Available data section start
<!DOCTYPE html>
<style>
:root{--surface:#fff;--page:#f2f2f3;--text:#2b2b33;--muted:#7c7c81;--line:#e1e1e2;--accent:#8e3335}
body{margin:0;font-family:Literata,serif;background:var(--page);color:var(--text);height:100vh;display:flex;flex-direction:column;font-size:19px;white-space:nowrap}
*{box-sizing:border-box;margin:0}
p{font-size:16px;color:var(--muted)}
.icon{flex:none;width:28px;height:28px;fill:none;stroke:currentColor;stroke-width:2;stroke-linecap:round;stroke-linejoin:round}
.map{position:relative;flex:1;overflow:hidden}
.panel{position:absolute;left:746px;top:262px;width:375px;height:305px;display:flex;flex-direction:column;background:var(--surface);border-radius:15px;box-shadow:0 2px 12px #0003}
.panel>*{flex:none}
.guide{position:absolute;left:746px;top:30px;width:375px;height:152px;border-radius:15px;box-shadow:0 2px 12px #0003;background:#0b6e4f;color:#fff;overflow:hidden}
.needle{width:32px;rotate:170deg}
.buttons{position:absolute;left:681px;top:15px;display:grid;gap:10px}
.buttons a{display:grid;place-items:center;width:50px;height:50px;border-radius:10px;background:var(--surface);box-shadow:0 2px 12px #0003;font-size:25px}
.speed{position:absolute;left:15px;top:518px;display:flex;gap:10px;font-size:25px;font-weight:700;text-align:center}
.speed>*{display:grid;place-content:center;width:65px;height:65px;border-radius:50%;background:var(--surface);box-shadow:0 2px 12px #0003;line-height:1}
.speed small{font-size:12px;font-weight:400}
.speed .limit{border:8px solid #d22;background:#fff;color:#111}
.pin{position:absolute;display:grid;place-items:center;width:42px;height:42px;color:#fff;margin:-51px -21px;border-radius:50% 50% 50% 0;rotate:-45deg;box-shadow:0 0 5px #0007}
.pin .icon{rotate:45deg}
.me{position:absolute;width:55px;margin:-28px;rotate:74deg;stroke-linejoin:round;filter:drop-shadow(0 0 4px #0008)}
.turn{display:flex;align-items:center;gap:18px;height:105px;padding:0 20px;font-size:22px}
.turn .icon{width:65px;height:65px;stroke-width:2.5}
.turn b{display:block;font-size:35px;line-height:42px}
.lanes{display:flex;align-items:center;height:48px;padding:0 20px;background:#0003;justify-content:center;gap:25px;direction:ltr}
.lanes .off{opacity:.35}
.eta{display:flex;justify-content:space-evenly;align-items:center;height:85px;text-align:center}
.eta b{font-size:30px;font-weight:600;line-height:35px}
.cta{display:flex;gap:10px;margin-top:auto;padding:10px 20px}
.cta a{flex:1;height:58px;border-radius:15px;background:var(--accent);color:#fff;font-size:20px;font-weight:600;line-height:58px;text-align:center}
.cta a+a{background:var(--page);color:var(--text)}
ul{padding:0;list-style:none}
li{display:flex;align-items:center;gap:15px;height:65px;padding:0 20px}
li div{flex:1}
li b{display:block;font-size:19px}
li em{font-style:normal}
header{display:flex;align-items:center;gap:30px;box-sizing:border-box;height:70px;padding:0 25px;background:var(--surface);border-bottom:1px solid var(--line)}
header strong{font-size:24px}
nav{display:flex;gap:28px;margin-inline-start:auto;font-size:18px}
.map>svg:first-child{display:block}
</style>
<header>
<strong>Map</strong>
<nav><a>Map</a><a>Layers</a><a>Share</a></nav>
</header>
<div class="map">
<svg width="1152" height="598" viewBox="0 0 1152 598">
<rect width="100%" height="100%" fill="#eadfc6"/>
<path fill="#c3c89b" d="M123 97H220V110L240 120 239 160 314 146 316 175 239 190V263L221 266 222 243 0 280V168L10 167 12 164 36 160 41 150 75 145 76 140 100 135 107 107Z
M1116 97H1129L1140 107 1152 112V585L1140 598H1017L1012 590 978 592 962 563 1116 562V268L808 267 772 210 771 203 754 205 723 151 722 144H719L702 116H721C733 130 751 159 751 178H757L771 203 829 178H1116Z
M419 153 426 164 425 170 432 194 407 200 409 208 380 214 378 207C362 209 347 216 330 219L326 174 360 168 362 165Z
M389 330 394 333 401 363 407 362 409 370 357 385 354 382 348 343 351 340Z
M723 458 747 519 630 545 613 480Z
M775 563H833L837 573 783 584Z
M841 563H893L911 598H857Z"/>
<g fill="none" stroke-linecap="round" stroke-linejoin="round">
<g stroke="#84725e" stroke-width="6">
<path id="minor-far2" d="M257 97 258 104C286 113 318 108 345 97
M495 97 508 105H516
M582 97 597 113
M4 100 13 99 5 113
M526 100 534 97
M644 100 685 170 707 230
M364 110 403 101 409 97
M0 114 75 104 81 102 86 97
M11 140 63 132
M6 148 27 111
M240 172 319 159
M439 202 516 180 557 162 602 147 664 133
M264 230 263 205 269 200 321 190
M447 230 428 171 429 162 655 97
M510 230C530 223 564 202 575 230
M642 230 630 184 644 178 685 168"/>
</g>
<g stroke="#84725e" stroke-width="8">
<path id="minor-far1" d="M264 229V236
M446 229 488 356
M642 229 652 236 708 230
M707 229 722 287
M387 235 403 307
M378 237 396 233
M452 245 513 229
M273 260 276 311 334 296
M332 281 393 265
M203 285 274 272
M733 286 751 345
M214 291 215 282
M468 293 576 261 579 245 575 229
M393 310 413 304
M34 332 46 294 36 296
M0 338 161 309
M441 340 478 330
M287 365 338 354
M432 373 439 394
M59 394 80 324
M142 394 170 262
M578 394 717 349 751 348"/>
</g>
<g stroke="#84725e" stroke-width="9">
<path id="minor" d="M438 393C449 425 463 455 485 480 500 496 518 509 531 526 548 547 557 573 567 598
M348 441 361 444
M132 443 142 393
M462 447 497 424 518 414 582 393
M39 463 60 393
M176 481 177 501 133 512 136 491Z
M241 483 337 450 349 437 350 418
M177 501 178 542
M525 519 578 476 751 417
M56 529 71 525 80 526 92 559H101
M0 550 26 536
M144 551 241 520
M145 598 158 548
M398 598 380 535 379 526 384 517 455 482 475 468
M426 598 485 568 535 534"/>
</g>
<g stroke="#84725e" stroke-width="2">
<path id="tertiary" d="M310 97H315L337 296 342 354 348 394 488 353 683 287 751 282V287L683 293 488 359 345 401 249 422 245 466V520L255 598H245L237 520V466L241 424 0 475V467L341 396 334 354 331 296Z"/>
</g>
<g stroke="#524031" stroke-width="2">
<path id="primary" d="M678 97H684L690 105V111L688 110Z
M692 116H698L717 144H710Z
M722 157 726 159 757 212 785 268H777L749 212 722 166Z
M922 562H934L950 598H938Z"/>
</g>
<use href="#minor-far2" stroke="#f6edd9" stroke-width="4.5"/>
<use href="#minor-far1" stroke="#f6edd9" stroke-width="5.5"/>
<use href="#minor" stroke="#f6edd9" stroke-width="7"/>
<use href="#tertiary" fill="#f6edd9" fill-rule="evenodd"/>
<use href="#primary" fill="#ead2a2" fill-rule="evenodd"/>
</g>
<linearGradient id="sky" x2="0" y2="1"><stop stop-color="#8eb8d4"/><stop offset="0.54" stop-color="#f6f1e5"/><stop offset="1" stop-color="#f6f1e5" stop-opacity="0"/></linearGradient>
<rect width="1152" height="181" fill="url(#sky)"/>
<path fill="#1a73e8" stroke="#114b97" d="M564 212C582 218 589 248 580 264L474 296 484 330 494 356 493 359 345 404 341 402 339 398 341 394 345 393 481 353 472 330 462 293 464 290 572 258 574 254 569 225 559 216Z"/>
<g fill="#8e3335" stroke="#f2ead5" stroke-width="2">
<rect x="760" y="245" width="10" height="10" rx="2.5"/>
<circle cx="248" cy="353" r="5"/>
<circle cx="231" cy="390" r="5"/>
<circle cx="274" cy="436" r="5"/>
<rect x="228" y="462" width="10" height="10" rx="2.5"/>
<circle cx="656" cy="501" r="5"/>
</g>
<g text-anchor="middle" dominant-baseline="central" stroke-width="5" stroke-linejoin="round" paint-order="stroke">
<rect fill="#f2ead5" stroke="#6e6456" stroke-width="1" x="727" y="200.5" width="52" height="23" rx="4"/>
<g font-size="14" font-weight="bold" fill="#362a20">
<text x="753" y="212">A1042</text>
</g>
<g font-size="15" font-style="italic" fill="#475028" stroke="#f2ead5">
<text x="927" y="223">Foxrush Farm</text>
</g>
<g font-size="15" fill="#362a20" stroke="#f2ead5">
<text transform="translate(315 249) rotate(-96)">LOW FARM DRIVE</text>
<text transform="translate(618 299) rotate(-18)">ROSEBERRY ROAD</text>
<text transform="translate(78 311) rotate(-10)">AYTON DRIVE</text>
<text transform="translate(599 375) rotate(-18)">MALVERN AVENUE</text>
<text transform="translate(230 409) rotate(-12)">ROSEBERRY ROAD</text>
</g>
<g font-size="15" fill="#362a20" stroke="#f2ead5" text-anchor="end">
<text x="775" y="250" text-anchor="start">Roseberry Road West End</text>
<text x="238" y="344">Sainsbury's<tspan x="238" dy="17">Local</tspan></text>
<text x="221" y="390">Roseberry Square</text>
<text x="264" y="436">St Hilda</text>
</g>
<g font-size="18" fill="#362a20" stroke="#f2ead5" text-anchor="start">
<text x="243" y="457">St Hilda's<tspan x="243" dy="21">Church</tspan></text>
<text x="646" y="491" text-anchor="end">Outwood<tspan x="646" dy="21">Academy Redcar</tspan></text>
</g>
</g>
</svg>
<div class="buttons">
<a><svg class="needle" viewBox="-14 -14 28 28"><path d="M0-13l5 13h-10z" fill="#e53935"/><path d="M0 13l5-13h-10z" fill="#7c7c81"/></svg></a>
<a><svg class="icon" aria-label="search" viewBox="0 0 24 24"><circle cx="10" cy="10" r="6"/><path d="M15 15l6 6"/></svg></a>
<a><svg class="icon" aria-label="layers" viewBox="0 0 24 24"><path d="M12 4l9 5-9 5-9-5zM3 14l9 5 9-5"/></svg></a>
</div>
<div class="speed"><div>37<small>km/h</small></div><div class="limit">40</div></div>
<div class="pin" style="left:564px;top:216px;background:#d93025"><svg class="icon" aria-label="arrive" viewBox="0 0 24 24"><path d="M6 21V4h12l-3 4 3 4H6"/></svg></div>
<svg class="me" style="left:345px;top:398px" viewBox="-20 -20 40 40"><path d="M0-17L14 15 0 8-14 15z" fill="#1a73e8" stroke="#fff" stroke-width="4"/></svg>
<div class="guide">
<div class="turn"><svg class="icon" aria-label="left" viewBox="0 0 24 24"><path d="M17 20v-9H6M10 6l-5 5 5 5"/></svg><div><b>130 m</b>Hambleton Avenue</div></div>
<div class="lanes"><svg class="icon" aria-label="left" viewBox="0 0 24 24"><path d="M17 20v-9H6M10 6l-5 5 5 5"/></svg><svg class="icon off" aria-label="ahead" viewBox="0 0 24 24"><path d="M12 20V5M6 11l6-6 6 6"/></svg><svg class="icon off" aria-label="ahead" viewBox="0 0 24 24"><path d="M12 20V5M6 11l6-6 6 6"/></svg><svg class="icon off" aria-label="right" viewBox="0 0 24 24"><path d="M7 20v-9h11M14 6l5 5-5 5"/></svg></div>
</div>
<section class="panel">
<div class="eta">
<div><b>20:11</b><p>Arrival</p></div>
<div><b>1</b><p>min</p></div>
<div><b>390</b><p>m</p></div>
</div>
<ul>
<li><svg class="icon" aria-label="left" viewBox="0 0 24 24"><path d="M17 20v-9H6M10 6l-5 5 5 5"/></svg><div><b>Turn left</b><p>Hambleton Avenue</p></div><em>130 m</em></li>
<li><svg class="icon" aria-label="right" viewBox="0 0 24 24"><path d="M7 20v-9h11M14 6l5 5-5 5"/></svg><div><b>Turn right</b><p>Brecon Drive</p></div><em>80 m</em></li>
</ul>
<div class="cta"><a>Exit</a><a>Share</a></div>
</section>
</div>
Available data section end
== What to do ==
Search the material for the string "column" and return each line that has it.

== Exercise output ==
body{margin:0;font-family:Literata,serif;background:var(--page);color:var(--text);height:100vh;display:flex;flex-direction:column;font-size:19px;white-space:nowrap}
.panel{position:absolute;left:746px;top:262px;width:375px;height:305px;display:flex;flex-direction:column;background:var(--surface);border-radius:15px;box-shadow:0 2px 12px #0003}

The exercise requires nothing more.